Content starts

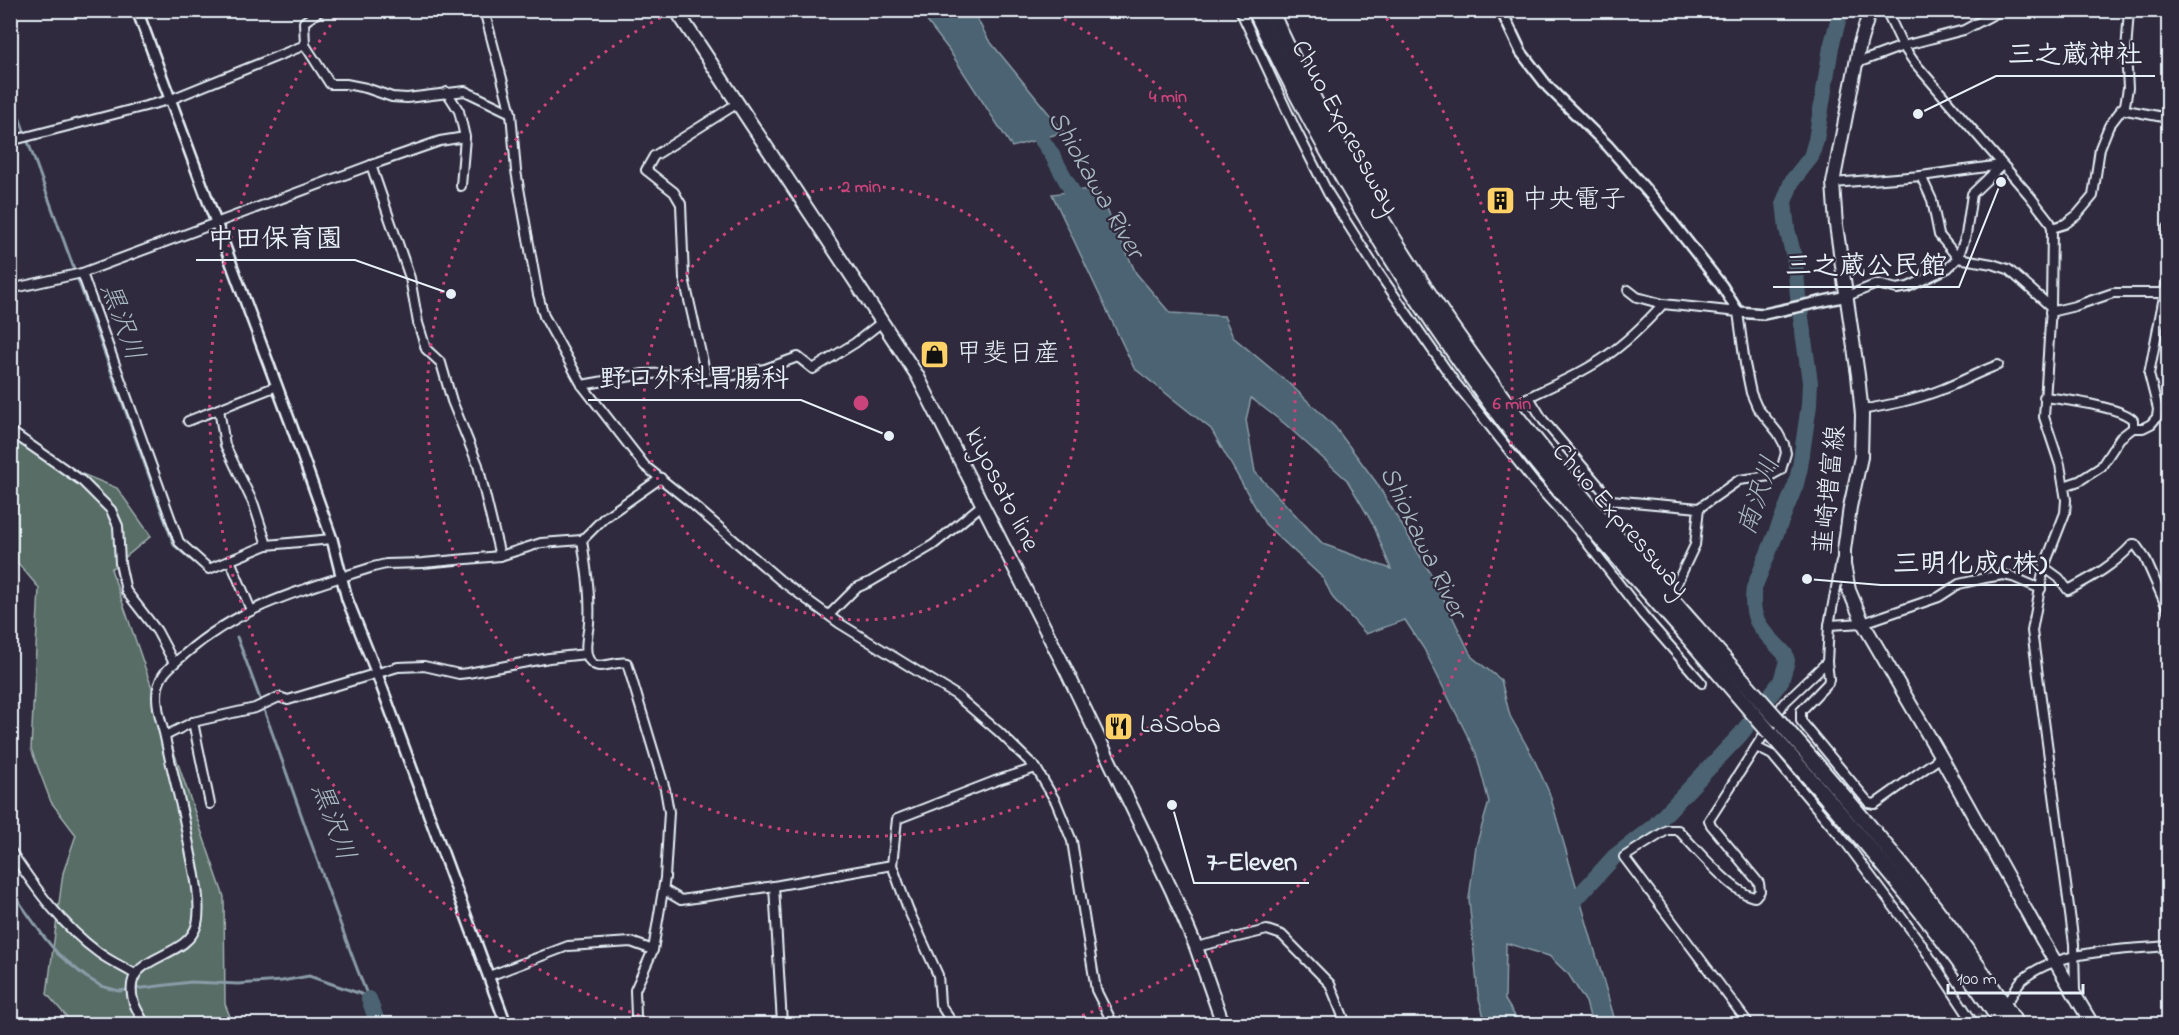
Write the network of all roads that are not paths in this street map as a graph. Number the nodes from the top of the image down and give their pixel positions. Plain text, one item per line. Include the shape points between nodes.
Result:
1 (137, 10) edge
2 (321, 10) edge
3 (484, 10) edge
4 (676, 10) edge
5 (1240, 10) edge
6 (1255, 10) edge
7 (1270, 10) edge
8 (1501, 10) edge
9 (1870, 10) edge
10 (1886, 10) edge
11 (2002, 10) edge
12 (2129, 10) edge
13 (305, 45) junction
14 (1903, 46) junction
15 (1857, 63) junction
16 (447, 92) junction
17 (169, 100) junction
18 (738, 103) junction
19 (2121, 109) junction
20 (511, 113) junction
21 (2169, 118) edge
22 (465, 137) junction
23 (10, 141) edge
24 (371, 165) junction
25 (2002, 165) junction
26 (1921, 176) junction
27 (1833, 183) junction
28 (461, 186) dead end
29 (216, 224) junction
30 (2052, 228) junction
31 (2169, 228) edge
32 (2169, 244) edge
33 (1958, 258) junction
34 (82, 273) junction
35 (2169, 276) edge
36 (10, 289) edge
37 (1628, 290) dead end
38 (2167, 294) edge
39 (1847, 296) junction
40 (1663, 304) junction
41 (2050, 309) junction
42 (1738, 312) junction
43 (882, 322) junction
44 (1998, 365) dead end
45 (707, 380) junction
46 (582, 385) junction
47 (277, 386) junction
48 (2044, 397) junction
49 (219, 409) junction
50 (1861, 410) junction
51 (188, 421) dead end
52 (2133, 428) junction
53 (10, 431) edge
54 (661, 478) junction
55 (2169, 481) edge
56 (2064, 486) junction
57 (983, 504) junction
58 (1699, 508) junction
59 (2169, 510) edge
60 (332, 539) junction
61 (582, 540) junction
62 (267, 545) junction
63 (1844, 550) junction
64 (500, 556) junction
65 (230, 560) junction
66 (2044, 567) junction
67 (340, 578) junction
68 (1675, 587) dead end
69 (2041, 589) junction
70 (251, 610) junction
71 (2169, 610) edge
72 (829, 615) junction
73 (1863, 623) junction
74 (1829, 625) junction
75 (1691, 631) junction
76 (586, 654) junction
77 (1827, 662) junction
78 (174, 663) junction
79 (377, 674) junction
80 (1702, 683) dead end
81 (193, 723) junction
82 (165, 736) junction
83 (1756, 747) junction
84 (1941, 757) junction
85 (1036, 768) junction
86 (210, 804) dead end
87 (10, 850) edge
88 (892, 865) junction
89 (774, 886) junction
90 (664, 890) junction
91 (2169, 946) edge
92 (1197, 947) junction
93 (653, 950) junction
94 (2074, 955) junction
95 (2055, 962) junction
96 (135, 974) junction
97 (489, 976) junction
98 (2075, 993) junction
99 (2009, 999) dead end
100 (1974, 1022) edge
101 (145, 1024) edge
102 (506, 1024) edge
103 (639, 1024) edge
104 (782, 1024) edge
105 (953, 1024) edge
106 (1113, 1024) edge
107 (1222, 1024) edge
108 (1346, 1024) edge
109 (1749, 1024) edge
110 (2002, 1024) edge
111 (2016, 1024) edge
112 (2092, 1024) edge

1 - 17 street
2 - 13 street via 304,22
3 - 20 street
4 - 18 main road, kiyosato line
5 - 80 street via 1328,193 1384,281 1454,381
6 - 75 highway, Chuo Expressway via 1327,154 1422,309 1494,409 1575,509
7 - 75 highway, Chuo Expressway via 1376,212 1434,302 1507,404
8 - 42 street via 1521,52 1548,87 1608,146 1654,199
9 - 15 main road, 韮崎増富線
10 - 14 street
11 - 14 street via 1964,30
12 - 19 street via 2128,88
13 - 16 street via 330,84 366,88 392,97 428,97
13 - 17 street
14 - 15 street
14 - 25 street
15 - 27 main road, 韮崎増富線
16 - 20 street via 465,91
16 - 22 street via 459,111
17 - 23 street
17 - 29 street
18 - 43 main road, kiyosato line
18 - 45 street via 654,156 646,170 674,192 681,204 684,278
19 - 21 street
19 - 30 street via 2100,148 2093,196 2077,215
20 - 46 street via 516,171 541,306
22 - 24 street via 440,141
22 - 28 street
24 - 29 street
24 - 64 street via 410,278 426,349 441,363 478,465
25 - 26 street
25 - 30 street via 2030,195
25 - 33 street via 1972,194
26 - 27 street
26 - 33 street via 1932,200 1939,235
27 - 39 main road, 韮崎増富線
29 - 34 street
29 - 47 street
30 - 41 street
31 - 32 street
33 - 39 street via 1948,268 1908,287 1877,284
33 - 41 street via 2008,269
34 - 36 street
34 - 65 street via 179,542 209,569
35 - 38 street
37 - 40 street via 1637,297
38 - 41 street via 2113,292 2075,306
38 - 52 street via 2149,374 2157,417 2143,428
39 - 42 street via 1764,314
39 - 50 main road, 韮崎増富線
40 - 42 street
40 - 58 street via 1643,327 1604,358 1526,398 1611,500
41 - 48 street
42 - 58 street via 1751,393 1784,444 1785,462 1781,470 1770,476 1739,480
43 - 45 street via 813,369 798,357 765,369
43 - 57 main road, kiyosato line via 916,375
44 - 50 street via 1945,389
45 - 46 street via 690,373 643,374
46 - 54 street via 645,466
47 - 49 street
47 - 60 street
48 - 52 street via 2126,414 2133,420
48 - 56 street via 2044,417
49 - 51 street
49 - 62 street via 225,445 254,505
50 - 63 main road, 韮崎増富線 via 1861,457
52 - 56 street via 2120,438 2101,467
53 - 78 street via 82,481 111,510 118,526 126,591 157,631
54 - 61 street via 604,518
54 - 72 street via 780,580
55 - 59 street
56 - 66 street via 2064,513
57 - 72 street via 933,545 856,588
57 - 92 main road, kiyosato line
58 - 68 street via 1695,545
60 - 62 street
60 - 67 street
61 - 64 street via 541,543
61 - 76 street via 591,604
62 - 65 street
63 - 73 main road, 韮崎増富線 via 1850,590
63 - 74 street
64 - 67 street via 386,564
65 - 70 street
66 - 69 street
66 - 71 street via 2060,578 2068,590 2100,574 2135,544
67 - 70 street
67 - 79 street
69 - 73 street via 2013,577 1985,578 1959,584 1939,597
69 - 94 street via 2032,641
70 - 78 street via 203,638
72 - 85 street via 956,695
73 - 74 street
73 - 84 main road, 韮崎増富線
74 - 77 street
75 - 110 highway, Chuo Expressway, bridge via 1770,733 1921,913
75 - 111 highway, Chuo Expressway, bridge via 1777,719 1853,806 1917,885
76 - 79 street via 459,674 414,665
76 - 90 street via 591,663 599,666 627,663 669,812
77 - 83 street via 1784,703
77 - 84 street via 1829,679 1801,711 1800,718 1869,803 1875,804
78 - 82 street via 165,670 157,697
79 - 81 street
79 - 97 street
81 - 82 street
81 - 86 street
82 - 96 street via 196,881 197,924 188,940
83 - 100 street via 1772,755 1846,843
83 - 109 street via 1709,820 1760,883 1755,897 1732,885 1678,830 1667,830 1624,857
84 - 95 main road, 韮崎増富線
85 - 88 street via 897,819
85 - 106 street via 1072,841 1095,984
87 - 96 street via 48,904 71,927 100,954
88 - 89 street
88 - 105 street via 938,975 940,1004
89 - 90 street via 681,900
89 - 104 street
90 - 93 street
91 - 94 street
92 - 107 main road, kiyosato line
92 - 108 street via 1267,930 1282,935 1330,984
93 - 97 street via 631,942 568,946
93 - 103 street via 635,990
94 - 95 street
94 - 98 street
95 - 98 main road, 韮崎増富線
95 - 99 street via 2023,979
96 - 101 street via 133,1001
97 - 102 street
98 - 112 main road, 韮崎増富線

Content ends
Content starts

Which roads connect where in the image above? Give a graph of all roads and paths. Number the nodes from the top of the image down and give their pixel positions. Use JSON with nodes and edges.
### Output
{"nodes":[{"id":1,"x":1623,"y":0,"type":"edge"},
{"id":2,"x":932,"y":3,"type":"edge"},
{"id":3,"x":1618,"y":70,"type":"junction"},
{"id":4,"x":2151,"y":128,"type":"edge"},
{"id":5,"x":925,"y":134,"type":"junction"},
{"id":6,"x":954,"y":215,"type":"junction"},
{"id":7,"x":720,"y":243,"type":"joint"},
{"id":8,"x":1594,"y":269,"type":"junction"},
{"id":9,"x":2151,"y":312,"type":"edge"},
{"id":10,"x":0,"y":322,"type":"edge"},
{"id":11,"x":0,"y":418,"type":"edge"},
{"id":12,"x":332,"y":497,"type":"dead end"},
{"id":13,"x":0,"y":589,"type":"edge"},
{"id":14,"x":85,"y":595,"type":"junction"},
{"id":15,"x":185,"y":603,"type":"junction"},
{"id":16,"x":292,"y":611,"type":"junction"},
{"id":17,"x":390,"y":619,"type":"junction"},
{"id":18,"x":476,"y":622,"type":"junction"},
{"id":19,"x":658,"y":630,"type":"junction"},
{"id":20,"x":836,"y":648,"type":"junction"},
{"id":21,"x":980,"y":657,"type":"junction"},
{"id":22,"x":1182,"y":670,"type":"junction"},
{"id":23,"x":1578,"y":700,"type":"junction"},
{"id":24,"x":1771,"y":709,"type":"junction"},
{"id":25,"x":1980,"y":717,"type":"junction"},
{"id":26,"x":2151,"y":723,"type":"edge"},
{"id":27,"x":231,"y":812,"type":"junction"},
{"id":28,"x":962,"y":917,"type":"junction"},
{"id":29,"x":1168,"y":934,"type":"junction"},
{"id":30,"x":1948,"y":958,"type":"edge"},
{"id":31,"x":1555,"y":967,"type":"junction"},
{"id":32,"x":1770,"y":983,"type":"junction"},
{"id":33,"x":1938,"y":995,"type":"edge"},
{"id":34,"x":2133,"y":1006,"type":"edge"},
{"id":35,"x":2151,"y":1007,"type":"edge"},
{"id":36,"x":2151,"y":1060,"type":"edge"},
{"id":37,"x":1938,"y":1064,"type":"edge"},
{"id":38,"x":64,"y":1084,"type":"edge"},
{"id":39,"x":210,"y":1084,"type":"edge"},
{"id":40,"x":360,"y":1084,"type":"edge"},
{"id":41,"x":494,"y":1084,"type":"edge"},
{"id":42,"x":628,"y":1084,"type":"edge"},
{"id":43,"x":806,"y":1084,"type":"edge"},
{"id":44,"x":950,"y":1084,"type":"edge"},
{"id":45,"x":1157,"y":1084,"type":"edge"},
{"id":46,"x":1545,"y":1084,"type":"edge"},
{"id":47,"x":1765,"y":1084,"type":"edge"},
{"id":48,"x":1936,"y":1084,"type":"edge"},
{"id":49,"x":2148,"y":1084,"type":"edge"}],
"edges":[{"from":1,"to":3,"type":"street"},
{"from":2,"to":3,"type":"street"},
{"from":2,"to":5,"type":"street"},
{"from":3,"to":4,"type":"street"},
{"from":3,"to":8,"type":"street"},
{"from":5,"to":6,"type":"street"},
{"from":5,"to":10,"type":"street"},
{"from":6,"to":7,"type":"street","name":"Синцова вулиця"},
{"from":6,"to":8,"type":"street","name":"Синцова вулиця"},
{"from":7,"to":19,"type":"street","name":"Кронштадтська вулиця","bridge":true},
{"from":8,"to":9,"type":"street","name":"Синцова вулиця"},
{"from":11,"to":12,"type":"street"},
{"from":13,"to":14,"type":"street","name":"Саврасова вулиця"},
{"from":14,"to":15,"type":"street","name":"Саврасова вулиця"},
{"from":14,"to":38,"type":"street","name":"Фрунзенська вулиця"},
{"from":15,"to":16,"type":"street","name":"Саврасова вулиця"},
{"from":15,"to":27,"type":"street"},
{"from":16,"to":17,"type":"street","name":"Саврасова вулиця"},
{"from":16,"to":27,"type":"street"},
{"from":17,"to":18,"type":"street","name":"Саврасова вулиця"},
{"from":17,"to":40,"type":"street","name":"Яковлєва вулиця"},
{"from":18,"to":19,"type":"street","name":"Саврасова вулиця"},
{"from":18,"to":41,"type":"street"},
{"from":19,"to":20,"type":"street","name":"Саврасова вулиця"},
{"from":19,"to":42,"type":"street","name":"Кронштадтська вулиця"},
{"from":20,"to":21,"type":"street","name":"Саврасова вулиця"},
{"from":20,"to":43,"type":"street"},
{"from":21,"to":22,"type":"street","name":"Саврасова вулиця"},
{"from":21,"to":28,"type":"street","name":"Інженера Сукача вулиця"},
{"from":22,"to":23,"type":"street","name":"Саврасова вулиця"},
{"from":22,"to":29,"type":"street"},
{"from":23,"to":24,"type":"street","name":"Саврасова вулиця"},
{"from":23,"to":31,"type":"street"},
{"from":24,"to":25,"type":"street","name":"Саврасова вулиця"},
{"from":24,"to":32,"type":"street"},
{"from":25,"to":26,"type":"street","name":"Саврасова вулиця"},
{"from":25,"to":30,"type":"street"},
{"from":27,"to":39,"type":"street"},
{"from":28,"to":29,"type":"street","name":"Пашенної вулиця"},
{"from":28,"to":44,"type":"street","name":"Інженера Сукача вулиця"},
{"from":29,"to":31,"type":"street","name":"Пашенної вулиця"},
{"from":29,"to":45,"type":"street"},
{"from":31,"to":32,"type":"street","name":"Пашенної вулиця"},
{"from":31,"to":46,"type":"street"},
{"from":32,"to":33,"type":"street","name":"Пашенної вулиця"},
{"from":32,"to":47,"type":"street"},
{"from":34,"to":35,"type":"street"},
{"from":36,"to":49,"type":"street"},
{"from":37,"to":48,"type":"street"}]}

Content ends
Content starts

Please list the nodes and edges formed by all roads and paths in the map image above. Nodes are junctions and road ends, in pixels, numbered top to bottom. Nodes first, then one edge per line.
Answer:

Content ends

▸ **Problem to work on**
On how many lines above does "roads" occur? Say the number only.

▸ **Result of this exercise**
3